3 min read Last Updated : Jun 23 2025 | 1:06 AM IST
Listed value fashion retailers pulled ahead of premium and branded apparel in 2024-25 (FY25) and are well positioned to sustain strong growth in 2025-26 despite a high base. Trent remained an outlier, but most branded and premium retailers delivered subdued revenue growth in the January-March quarter (Q4) and across FY25.
Their robust operational performance came through in stock returns: the four value fashion retailers — Vishal Mega Mart (VMM), V-Mart Retail, Baazar Style Retail (Style Baazar), and V2 Retail — gained an average of 19 per cent over the past three months, versus 10 per cent for premium and branded apparel firms.
The Street remains optimistic about the segment, citing its deep addressable market and the shift from unorganised to organised retail.
The value segment — spanning mass-market and economy products — accounts for 60 per cent of India’s apparel market, making it the dominant force.
Consumer and retail analysts at HSBC Global Research, led by Nihal Mahesh Jham, call value fashion the biggest beneficiary of this shift. Its appeal rests on affordability, trend-driven collections, and rising quality. In a market where lower-income buyers dominate, value retail is a more resilient long-term bet.
According to Nuvama Research analysts, led by Rajiv Bharati, the four value retailers outpaced peers in Q4, thanks to strong same-store sales growth (SSSG) and the early Eid effect, which was missing in the base quarter.
Their combined revenues jumped 28 per cent year-on-year (Y-o-Y), supported by a 16 per cent rise in retail area and an 11 per cent gain in sales per square foot (to ₹700 in Q4 and ₹754 across FY25). Growth came mainly from higher volumes, with average transaction values for fashion retailers holding steady.

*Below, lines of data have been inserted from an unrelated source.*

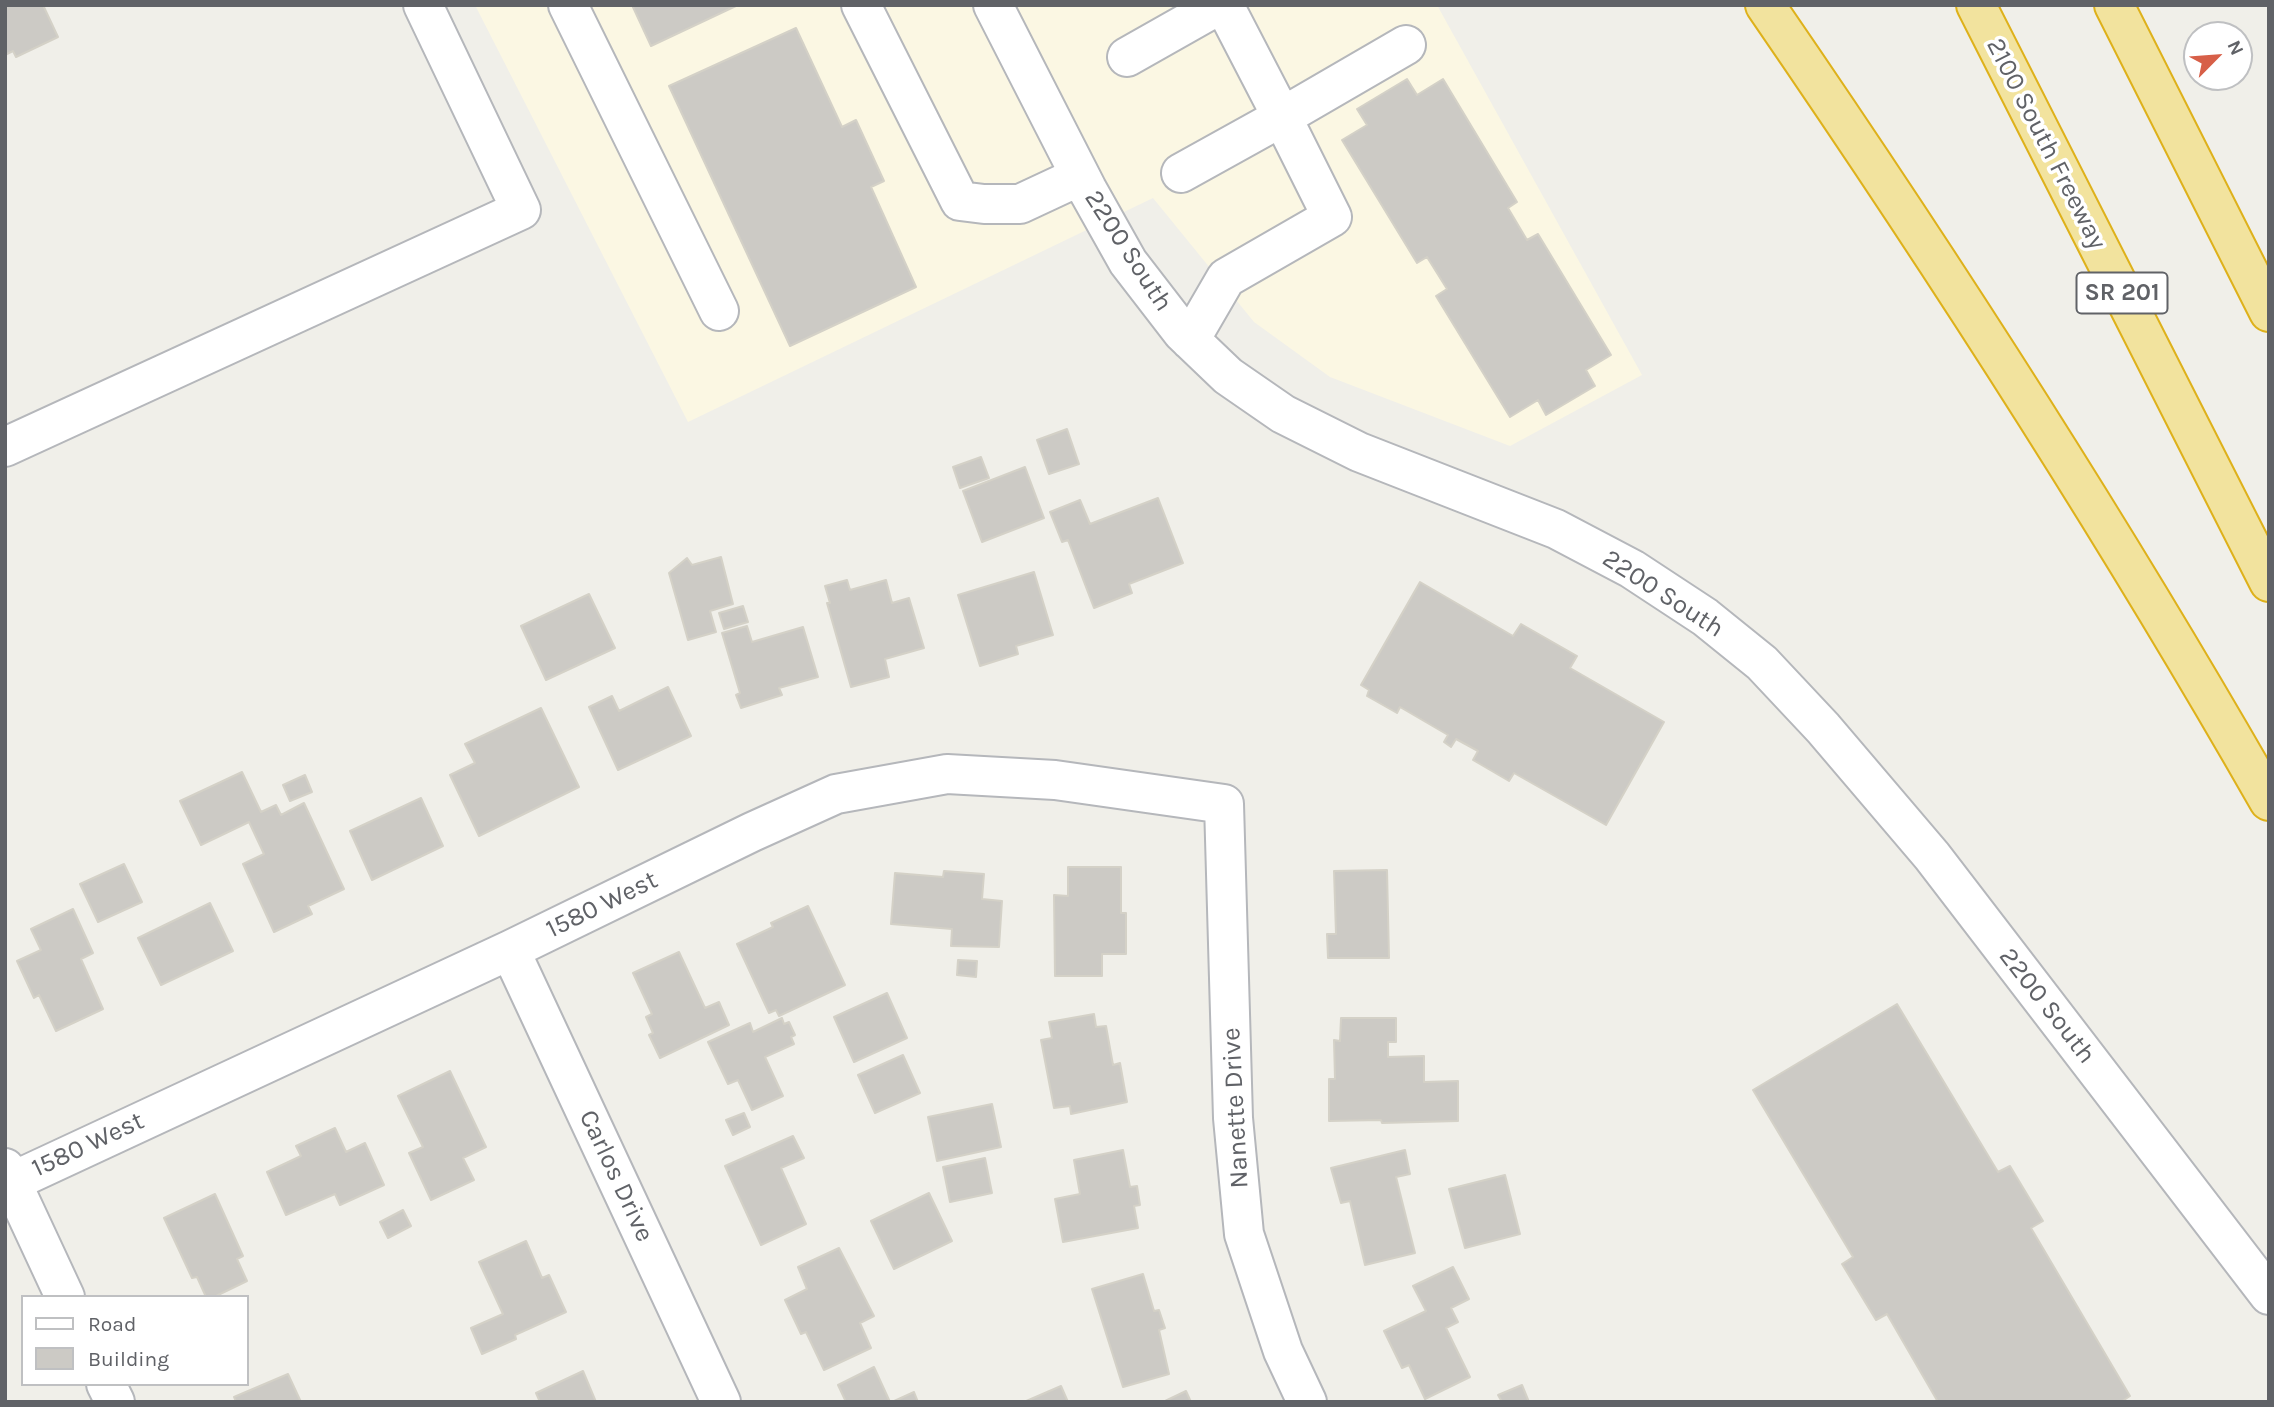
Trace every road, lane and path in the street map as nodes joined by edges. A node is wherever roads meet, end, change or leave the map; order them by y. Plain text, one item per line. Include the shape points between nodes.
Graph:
1 (423, 5) edge
2 (568, 5) edge
3 (861, 5) edge
4 (993, 5) edge
5 (1222, 5) edge
6 (1765, 5) edge
7 (1976, 5) edge
8 (2114, 5) edge
9 (1406, 45) dead end
10 (1128, 57) dead end
11 (1282, 117) junction
12 (1181, 173) dead end
13 (1080, 176) junction
14 (719, 311) dead end
15 (2269, 312) edge
16 (1190, 340) junction
17 (8, 438) edge
18 (2269, 582) edge
19 (2269, 801) edge
20 (1224, 804) joint
21 (510, 950) junction
22 (7, 1178) edge
23 (64, 1295) edge
24 (2269, 1295) edge
25 (107, 1386) edge
26 (115, 1402) edge
27 (721, 1402) edge
28 (1307, 1402) edge

1 - 17 street via 521,211
2 - 14 street
3 - 13 street via 960,201 1020,204
4 - 13 street, 2200 South
5 - 10 street
5 - 11 street
6 - 19 highway via 1987,337 2172,632
7 - 18 highway, 2100 South Freeway / SR 201
8 - 15 highway
9 - 11 street
11 - 12 street
11 - 16 street via 1332,217 1226,278
13 - 16 street, 2200 South via 1128,262
16 - 24 street, 2200 South via 1228,376 1283,414 1359,452 1556,530 1632,569 1705,617 1762,663 1824,728 1932,856
20 - 21 street, 1580 West via 1055,780 947,774 836,794
20 - 28 street, Nanette Drive via 1233,1118 1244,1234 1283,1350
21 - 22 street, 1580 West
21 - 27 street, Carlos Drive
22 - 23 street
25 - 26 street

For FY25, these four listed value retailers lifted revenues by 24 per cent, backed by a 16 per cent retail area expansion and robust double-digit SSSG, note analysts at Motilal Oswal Research, led by Aditya Bansal. V2 stood out with a 60 per cent rise in retail area and 29 per cent SSSG, compared with 12-13 per cent for its listed peers.
Structural tailwinds shaped FY25 — rising aspirations across Tier-II, -III, and -IV markets, the shift from unorganised to organised retail, deeper private-label penetration, wider assortments, and faster network expansion.
In the premium bracket, results were mixed. Madura Fashion & Lifestyle (Aditya Birla Lifestyle Brands) posted 9 per cent SSSG, lifted by last year’s store rationalisation, while Arvind Fashions delivered high-single-digit revenue and mid-single-digit SSSG, extending its nine-month trend. Go Fashion (India) improved its SSSG to 2.1 per cent, supported by a recovery in the sub-₹1,000 segment, although overall growth remained subdued. Page Industries registered double-digit growth, benefiting from rising innerwear demand and stocking by quick-commerce dark stores. Meanwhile, Shoppers Stop remained muted, and Vedant Fashions felt competitive pressure across its southern markets.
Better margins strengthened the case for value retailers. Their blended gross margins rose 50 basis points (bps) in FY25 to 29 per cent, with a sharper 150-bps rise in Q4, thanks to a better product mix, higher price points, and procurement efficiency.
VMM led the way, gaining 80 bps in gross margins for FY25 and 180 bps in Q4, buoyed up by a larger share of private labels. Its operating margins expanded to 8.2 per cent, supported by tighter sourcing and stronger inventory turns. Most value retailers now expect further margin expansion as new stores mature and operational leverage improves.